The markings came in four colors: green, yellow, red, or blue. When the scientists induced tumor growth in mice intestines, the cell from which the tumor originated picked one of the four colors to mark itself. As a result, the whole tumor had the same color at first. But once the tumor got established, the cancer stem cells could re-pick a new color.

"From that moment onward there was a chance that cancer stem cells would produce offspring with a blue color in the background of a red tumor. This allowed us to study the behavior of cancer stem cells within their own endogenous tumor environment," said Snippert.

Because of the multi-colored patterns in the mice's cells, the team called their animals "confetti mice." Tracking the expression of the colors, the scientists discovered that the stem cells' offspring developed into multiple cell types and that clones of the cells grew much faster in number compared to the division rate in the bulk of the tumor.

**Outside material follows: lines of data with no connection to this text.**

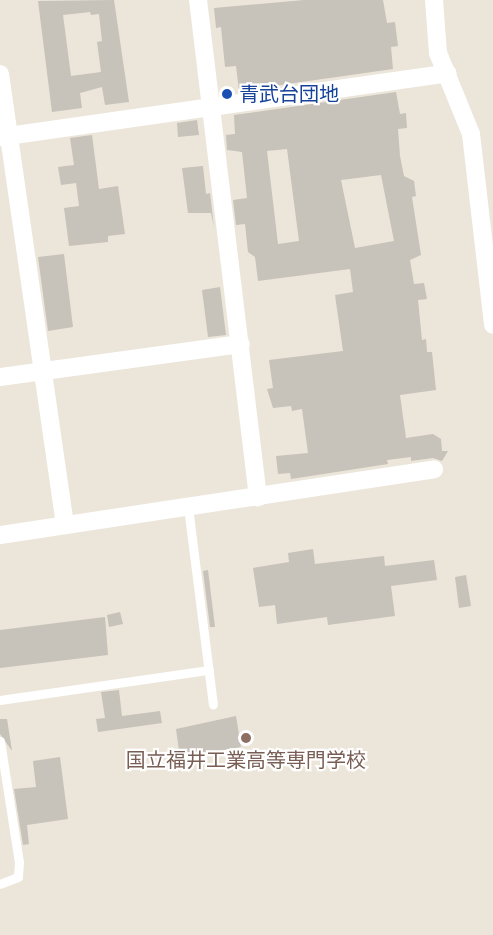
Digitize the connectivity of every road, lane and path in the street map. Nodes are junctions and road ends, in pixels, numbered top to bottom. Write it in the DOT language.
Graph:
graph roads {
  1 [pos="198,0"];
  2 [pos="434,0"];
  3 [pos="447,73"];
  4 [pos="0,74"];
  5 [pos="213,107"];
  6 [pos="4,136"];
  7 [pos="493,325"];
  8 [pos="241,344"];
  9 [pos="43,372"];
  10 [pos="0,377"];
  11 [pos="434,469"];
  12 [pos="258,497"];
  13 [pos="188,507"];
  14 [pos="65,525"];
  15 [pos="0,535"];
  16 [pos="209,670"];
  17 [pos="0,700"];
  18 [pos="213,705"];
  19 [pos="0,741"];
  20 [pos="0,884"];
  1 -- 5 [label="street"];
  2 -- 3 [label="street"];
  3 -- 5 [label="street"];
  3 -- 7 [label="street"];
  4 -- 6 [label="street"];
  5 -- 6 [label="street"];
  5 -- 8 [label="street"];
  6 -- 9 [label="street"];
  8 -- 9 [label="street"];
  8 -- 12 [label="street"];
  9 -- 10 [label="street"];
  9 -- 14 [label="street"];
  11 -- 12 [label="street"];
  12 -- 13 [label="street"];
  13 -- 14 [label="street"];
  13 -- 16 [label="lane"];
  14 -- 15 [label="street"];
  16 -- 17 [label="lane"];
  16 -- 18 [label="lane"];
  19 -- 20 [label="lane"];
}
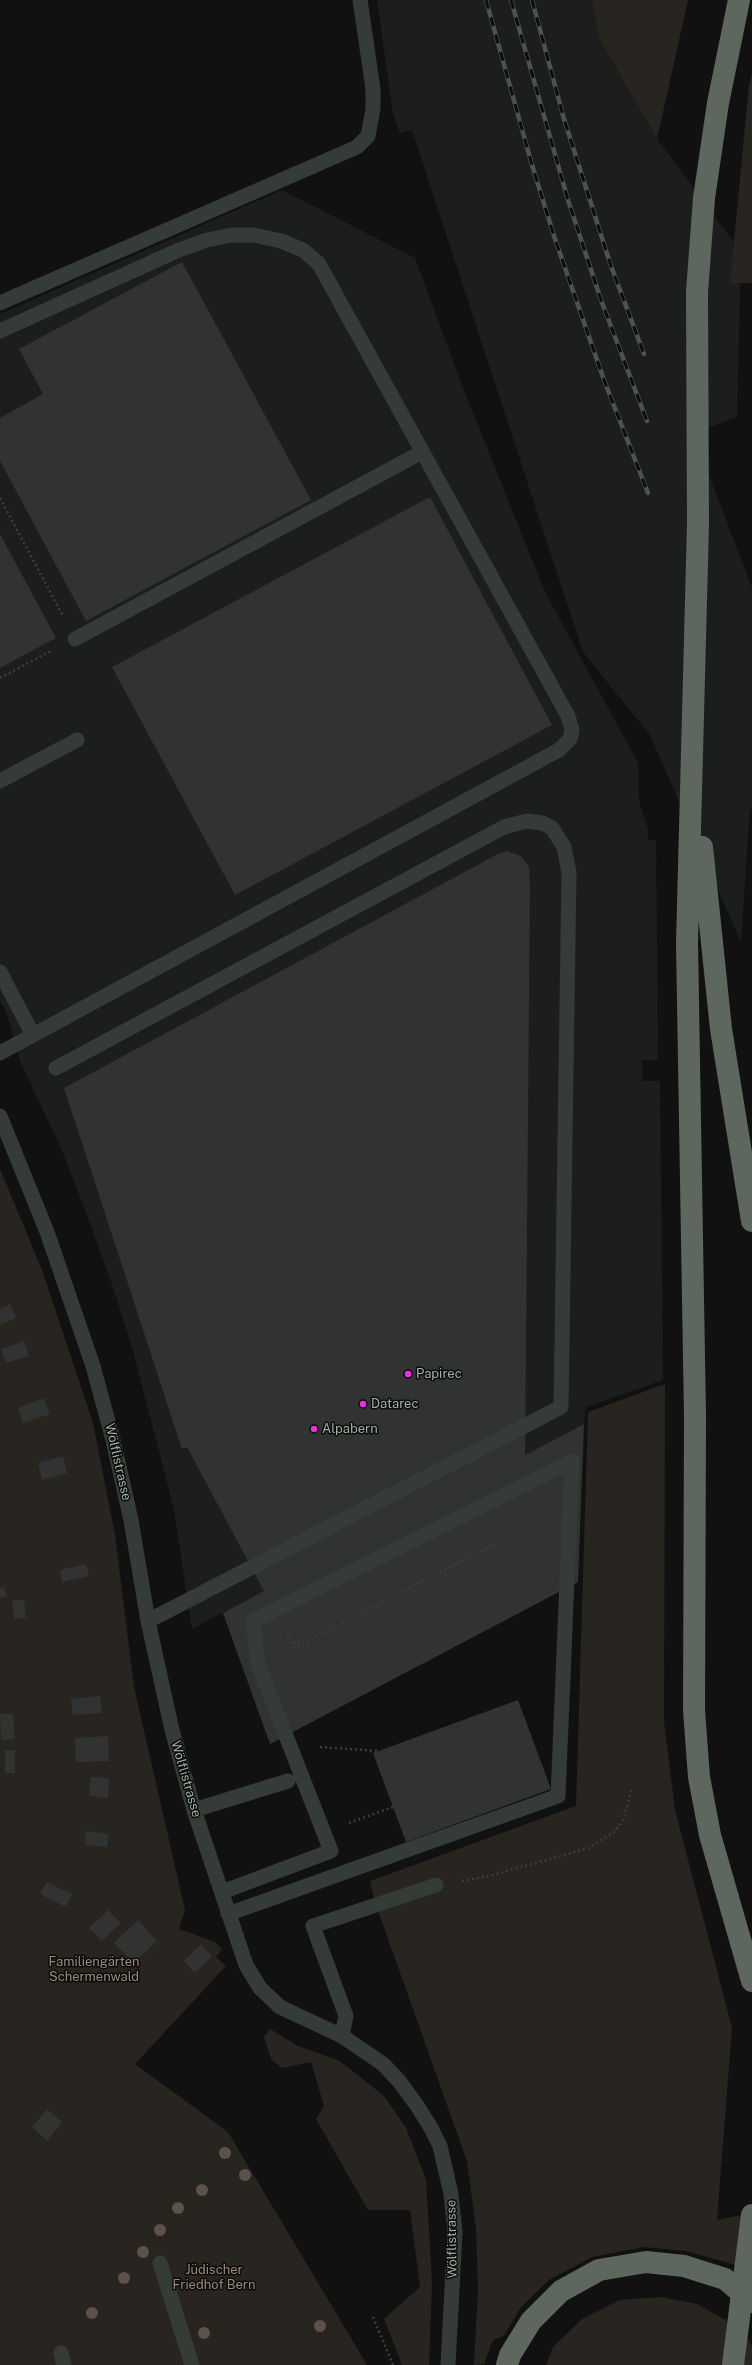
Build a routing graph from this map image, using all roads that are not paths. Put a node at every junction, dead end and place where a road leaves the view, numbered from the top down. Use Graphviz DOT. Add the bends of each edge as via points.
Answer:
graph roads {
  1 [pos="360,0"];
  2 [pos="739,0"];
  3 [pos="0,303"];
  4 [pos="0,331"];
  5 [pos="422,452"];
  6 [pos="75,639"];
  7 [pos="77,740"];
  8 [pos="694,756"];
  9 [pos="0,781"];
  10 [pos="0,972"];
  11 [pos="33,1035"];
  12 [pos="0,1052"];
  13 [pos="56,1068"];
  14 [pos="0,1116"];
  15 [pos="752,1222"];
  16 [pos="148,1621"];
  17 [pos="288,1781"];
  18 [pos="194,1810"];
  19 [pos="436,1885"];
  20 [pos="222,1892"];
  21 [pos="228,1914"];
  22 [pos="752,1981"];
  23 [pos="342,2036"];
  24 [pos="752,2216"];
  25 [pos="160,2263"];
  26 [pos="752,2302"];
  27 [pos="192,2365"];
  28 [pos="448,2365"];
  29 [pos="507,2365"];
  30 [pos="734,2365"];
  1 -- 3 [label="lane" via="374,110 368,136 357,147"];
  2 -- 8 [label="highway" via="718,103 705,190 697,292 698,524"];
  4 -- 5 [label="lane" via="179,250 207,240 232,235 254,235 280,241 304,250 319,264"];
  5 -- 6 [label="lane"];
  5 -- 11 [label="lane" via="568,716 572,730 568,743"];
  7 -- 9 [label="lane"];
  8 -- 15 [label="highway" via="721,1029"];
  8 -- 22 [label="highway" via="687,942 696,1416 694,1710 699,1777 710,1835"];
  10 -- 11 [label="lane"];
  11 -- 12 [label="lane"];
  13 -- 16 [label="lane" via="504,827 527,821 542,823 552,828 564,847 569,872 561,1407"];
  14 -- 16 [label="lane, Wölflistrasse" via="47,1232 93,1366 131,1520"];
  16 -- 18 [label="lane, Wölflistrasse" via="160,1681"];
  17 -- 18 [label="lane"];
  18 -- 20 [label="lane, Wölflistrasse"];
  19 -- 23 [label="lane" via="313,1926 346,2016"];
  20 -- 21 [label="lane, Wölflistrasse"];
  20 -- 21 [label="lane" via="332,1851 258,1664 253,1621 572,1461 558,1796"];
  21 -- 23 [label="lane, Wölflistrasse" via="246,1965 268,1998 292,2014"];
  23 -- 28 [label="lane, Wölflistrasse" via="366,2051 399,2081 440,2146 451,2194 455,2232"];
  24 -- 30 [label="highway, bridge"];
  25 -- 27 [label="lane"];
  26 -- 29 [label="highway" via="725,2279 684,2266 646,2262 599,2270 561,2290 531,2321 510,2355"];
}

The two other studies published in Nature used similar genetic cell-marking techniques. Both showed that most of tumor growth in skin and brain tissue came from a specific subset of cells within the tumor.

Now that scientists have shown that cancer stem cells exist, "it is essential that this population of cells be targeted" in future research and treatments of cancer, said Snippert.


1. Schepers, A., et. al. 2012. Lineage Tracing Reveals Lgr5+ Stem Cell Activity in Mouse Intestinal Adenomas. Science Express.

2. Chen, J., et. al. 2012. A restricted cell population propagates glioblastoma growth after chemotherapy.

3. Driessens, G. et. al. 2012. Defining the mode of tumour growth by clonal analysis. Nature.